OE xx: Modify universal intrinsics for size-less architectures

hanliutong commented 2 years ago

This is a draft evolution proposal, we are going to working on RISC-V Vector acceleration by modifying universal intrinsics and we'd like to make sure that the proposed design is compatible with other size-less architectures.

OE xx: Modify universal intrinsics for size-less architectures

Author: Liutong HAN, Vadim Pisarevsky
Link: TBD
Status: Draft
Platforms: All vector architectures (RISC-V Vector, ARM SVE2, etc.)
Complexity: TBD. Maybe a few man-months

Introduction and Rationale

Currently, OpenCV includes universal intrinsics that cover different SIMD extensions on different platforms, such as SSE, AVX2, AVX512 on IA, NEON on ARM and VSX on PPC64. All the above arch is designed with fixed register size. Nowadays, there are also some vector ISA extensions is designed with size-less instruction, such as RISC-V Vector (aka. RVV) and ARM SVE/SVE2. Taking RVV as an example, different devices that support the RVV extension may have different vector register sizes, any size powered of 2 && between 128 bits and 65536 bits is legally for a RVV application processor. Conversely, any AVX2 devices have a set of vector registers with 256 bits fixed-size.

There is also a RISC-V Vector backend in universal intrinsic, but the performance is very poor and only supported fixed vector size with 128 bit. The reason for the performance issue is speculated to be redundant instructions introduced by the wrapper class. And the fundamental problem is that the current design of Universal Intrinsic may not suitable for size-less architecture.

So it would be nice to modify the API and implementation of universal intrinsics for size-less architectures. Also, the modifications may affect existing code written in the universal intrinsics, but we hope the modifications to be minor.

Proposed solution

The main modification is to directly use the vector built-in type (e.g. vfloat32m1_t in RVV intrinsic) as a universal intrinsic type (e.g. v_float32 ) in the backend of the size-less architecture and introduce the VectorTraits class to handle the class member (nlanes and lane_type) in the current wrapper classes.

An example project is in https://github.com/hanliutong/rvv-ui, particularly in intrin_rvv_new.hpp.

Impact on existing code, compatibility

Vector type: As size-less intrinsic, we will use v_float32 etc. as vector type.
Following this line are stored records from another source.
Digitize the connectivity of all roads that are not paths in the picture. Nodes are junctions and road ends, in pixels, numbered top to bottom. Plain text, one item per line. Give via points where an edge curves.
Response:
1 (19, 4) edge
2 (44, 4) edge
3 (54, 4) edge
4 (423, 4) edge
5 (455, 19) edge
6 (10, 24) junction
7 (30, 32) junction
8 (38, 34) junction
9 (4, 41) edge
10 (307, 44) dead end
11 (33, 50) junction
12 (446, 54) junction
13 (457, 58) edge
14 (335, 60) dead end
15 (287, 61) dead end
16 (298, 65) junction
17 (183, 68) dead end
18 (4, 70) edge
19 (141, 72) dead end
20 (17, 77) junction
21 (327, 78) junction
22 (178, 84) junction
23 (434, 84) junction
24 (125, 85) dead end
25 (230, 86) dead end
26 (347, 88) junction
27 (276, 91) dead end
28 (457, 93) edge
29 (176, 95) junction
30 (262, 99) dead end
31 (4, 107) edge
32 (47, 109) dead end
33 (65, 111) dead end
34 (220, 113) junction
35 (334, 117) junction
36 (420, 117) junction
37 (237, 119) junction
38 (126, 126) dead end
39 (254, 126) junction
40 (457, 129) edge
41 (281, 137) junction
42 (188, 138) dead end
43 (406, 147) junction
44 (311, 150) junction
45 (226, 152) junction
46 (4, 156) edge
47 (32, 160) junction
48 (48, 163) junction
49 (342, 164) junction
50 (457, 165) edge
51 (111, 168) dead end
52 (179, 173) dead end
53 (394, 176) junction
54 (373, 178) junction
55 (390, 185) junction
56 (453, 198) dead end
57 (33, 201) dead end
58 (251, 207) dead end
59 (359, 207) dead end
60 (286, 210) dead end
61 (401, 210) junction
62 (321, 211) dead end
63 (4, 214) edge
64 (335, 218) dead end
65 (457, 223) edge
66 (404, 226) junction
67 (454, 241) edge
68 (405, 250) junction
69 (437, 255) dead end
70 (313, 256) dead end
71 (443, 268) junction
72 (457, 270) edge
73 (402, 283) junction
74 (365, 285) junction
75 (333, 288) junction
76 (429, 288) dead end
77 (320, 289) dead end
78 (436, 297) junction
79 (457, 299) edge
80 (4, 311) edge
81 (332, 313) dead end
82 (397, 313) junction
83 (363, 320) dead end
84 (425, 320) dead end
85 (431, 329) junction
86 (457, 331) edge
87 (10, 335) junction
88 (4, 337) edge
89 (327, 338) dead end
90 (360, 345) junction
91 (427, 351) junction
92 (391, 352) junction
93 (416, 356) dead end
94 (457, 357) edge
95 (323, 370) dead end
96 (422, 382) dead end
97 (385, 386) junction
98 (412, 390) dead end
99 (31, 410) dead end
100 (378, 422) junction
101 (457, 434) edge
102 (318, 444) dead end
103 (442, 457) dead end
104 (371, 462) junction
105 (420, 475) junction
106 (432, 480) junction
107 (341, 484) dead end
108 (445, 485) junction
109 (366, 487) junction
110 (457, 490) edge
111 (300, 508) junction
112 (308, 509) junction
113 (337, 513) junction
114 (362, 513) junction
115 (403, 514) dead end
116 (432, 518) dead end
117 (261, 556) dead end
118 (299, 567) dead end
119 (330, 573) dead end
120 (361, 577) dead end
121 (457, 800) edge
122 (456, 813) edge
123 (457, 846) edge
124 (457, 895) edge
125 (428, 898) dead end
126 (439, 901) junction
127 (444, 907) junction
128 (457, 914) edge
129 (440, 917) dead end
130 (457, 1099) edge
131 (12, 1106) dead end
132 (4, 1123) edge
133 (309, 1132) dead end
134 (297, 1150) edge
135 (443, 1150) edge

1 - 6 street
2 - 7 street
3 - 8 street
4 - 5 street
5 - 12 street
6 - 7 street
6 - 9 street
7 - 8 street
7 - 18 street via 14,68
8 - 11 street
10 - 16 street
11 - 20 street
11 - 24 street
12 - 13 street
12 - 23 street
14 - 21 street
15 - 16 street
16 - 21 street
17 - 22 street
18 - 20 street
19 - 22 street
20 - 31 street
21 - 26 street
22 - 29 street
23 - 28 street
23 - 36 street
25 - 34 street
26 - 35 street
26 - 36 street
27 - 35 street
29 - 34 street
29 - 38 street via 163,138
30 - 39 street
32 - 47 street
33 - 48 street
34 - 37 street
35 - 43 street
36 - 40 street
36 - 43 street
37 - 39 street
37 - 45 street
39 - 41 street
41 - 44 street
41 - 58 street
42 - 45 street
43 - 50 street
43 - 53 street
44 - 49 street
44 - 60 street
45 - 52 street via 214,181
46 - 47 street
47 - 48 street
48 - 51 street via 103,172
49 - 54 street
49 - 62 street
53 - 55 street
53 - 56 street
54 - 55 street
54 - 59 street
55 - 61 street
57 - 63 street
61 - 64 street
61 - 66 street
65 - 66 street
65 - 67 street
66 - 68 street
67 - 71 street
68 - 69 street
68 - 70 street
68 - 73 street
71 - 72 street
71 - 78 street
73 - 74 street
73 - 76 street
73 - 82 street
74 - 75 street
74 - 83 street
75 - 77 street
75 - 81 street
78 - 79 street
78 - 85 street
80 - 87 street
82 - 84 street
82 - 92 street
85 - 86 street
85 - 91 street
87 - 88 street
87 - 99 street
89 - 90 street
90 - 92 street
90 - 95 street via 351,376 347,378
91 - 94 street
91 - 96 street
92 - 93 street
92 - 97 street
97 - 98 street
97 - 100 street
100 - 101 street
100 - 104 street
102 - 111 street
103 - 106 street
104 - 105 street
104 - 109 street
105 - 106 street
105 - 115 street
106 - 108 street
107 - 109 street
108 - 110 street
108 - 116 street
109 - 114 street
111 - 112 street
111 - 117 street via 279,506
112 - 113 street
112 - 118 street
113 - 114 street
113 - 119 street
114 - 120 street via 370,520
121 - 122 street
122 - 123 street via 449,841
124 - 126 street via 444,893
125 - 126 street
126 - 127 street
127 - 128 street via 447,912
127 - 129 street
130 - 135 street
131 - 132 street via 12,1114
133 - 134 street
And currently vector type such as v_float32x4 or v_float32x8 can be renamed to v_float32
intrinsic functions: Since there is no wrapper class for the vector type, we can not overload operators anymore. So we may need to introduce new universal intrinsic functions instead of overloaded operators. And v0 + v1 should be rewritten by v_add(v0, v1)
Scalars-to-vector constructors: The current Universal Intrinsic class uses scalars-to-vector constructors to build a SIMD vector like: v_float32x4(float v0, float v1, float v2, float v3). But for a scalable vector, we do not know the number of scalars in the vector and there is no wrapper class then no constructors. So we may need to also introduce a universal intrinsic function overload, such as v_load(std::initializer_list<float> nScalars)
Member function: Again, no class, so a new universal intrinsic function like v_get0(v1) instead of v1.get0() can be introduced.
lane_type: VTraits<v_float32>::lane_type instead of v_float32::lane_type
nlanes: VTraits<v_float32>::nlanes instead of v_float32::nlanes. Another modification related to nlanes is that since the new nlanes will be a static variable rather than a constant, the current use of nlanes in array declaration or initialization like float foo[v_float32::nlanes] can not be used anymore in size-less universal intrinsic.

Possible alternatives

Write ~a specific~ the fixed-size universal intrinsic for each possible vector size by using template, and treat minimum vector size as the baseline. In this case, the same instruction set (e.g. RVV) will have different binary (RVV128, RVV256, etc.).

References

vpisarev commented 2 years ago

@hanliutong, thanks, it looks pretty good!

some questions/comments:

is the term size-less proper? shall we use variable-size instead?
the idea of using std::initializer_list<> is very good! hopefully, it can be implemented efficiently
it's still important to have possibility to store/load vector register to/from memory. nlanes cannot be used, but there can be compile-time max_nlanes constant that users can specify. See https://github.com/opencv/opencv/pull/20562. In other words, when OpenCV is compiled for vector architectures, we do not fix vector size, but we set some maximum vector size that the binary will support. E.g. it can be 1024 bits (or 32 floats), then VTraits::max_nlanes will be set to 32 and users can use float foo[VTraits::max_nlanes] to allocate buffers on stack to store registers.
maybe it would also be convenient to have VTraits, e.g. VTraits::nlanes == VTraits::nlanes.
in the "possible alternatives" section I think it should be clarified that the proposed implementation for fixed-size vectors should be a template implementation, there should not be separate implementations (header files) for 128, 256 etc. vectors in any case, it should be a single header file.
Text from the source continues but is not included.